Se Tarkovsky se identifica com alguém neste filme, é obviamente o Stalker: um poeta
frustrado, um homem assombrado pelo que ele está deixando as gerações futuras e quanto
melhor um trabalho que ele poderia ter feito. O Stalker fica vulnerável à Zona, respeitando-a,
mas também ciente de sua natureza traiçoeira e mutável. Ele sabe que este reino não pode ser
combatido em categorias estáveis e ele sabe que uma abordagem imprudente e cínica não
produzirá nada além de cinzas. Que a Zona, tal como interpretada desta forma, poderia ser
vista como uma ameaça a materialistas ardentes e intelectos queimados não deveriam ser
uma surpresa.

A ameaça que tal espaço apresenta aos governos totalitários é mais óbvia. Os regimes
tirânicos, sejam eles baseados em ideologias políticas extremas, interpretações religiosas
fanáticas, ou simplesmente no culto de alguma personalidade, tudo depende da supressão da
imaginação de seus súditos. Afinal, a imaginação pode permitir ao público vislumbrar um
melhor sistema de governança do que o sistema utópico sob o qual eles são escravos; a
criatividade pode despir ortodoxias de seu verniz fino de verossimilhança, expondo os mitos
escondidos sob a reivindicação da verdade absoluta. A imaginação criativa pode ser
particularmente problemática para os cultos de heróis, seja pelo tipo de idealização em ação
em Troilus e Cressida, de Shakespeare (em que os heróis da Ilíada são expostos como bêbados
bêbados, idiotas famintos e sociopatas) ou nos retratos mais humanizadores, embora
admiradores, que vemos em filmes como o recente Lincoln de Spielberg. Criatividade, seja
política, imaginativa, metafísica ou mesmo erótica, é uma ameaça constante para aqueles que
imporiam sistemas rígidos à humanidade. A Zona é patrulhada por uma razão, e não
simplesmente aquela sugerida pelo Professor no final do filme.

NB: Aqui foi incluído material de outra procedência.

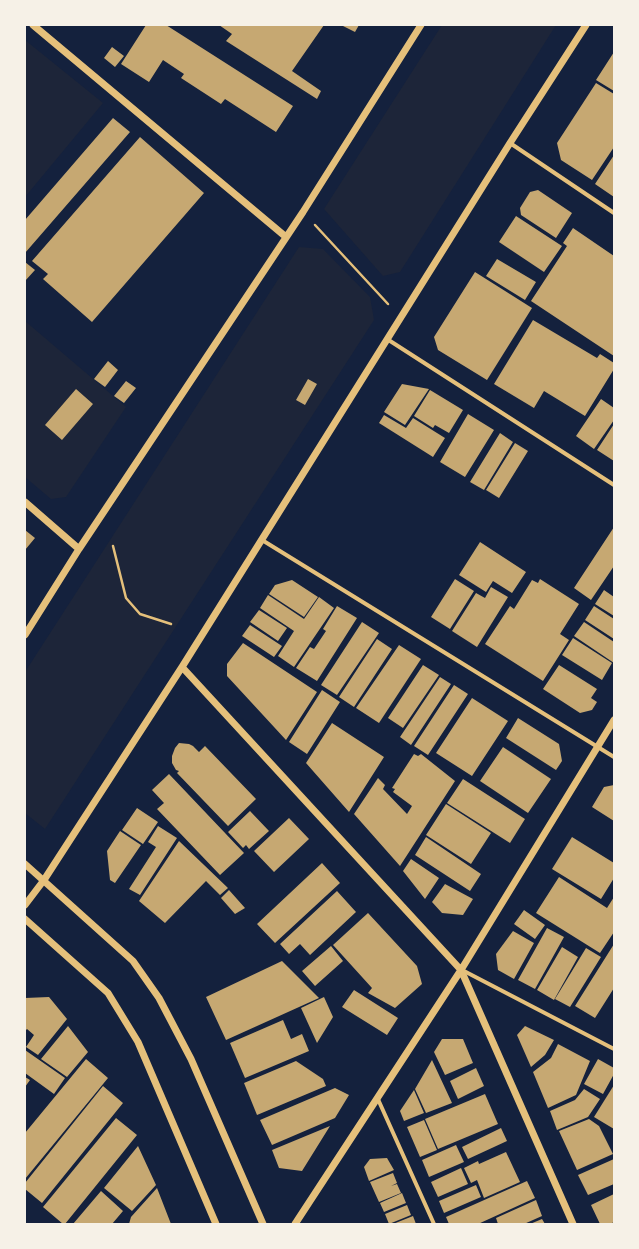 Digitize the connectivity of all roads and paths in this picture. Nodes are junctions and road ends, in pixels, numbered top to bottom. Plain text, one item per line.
1 (33, 25) edge
2 (421, 25) edge
3 (586, 25) edge
4 (510, 143) junction
5 (303, 212) junction
6 (614, 213) edge
7 (286, 237) junction
8 (401, 317) junction
9 (387, 339) junction
10 (614, 485) edge
11 (25, 502) edge
12 (262, 540) junction
13 (112, 546) dead end
14 (79, 549) junction
15 (171, 624) dead end
16 (25, 635) edge
17 (182, 667) junction
18 (614, 720) edge
19 (597, 747) junction
20 (614, 757) edge
21 (25, 864) edge
22 (44, 880) junction
23 (25, 905) edge
24 (25, 919) edge
25 (461, 970) junction
26 (614, 1049) edge
27 (377, 1097) junction
28 (216, 1224) edge
29 (263, 1224) edge
30 (295, 1224) edge
31 (434, 1224) edge
32 (573, 1224) edge

1 - 7 street
2 - 5 street
3 - 4 street
4 - 6 street
4 - 8 street
5 - 7 street
5 - 8 path
7 - 14 street
8 - 9 street
9 - 10 street
9 - 12 street
11 - 14 street
12 - 17 street
12 - 19 street
13 - 15 path
14 - 16 street
17 - 22 street
17 - 25 street
18 - 19 street
19 - 20 street
19 - 25 street
21 - 22 street
22 - 23 street
22 - 29 street
24 - 28 street
25 - 26 street
25 - 27 street
25 - 32 street
27 - 30 street
27 - 31 street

Seja o que for que se diga que a Zona “defenda”, Tarkovsky estabelece uma insinuação
marcante no final do filme que não terminou de dar a sua opinião. Nos últimos dois minutos
de Stalker, ele não apenas subverte muitas das conclusões que os espectadores podem ter
alcançado, ele o faz com um gesto casual e bastante autoconfiante.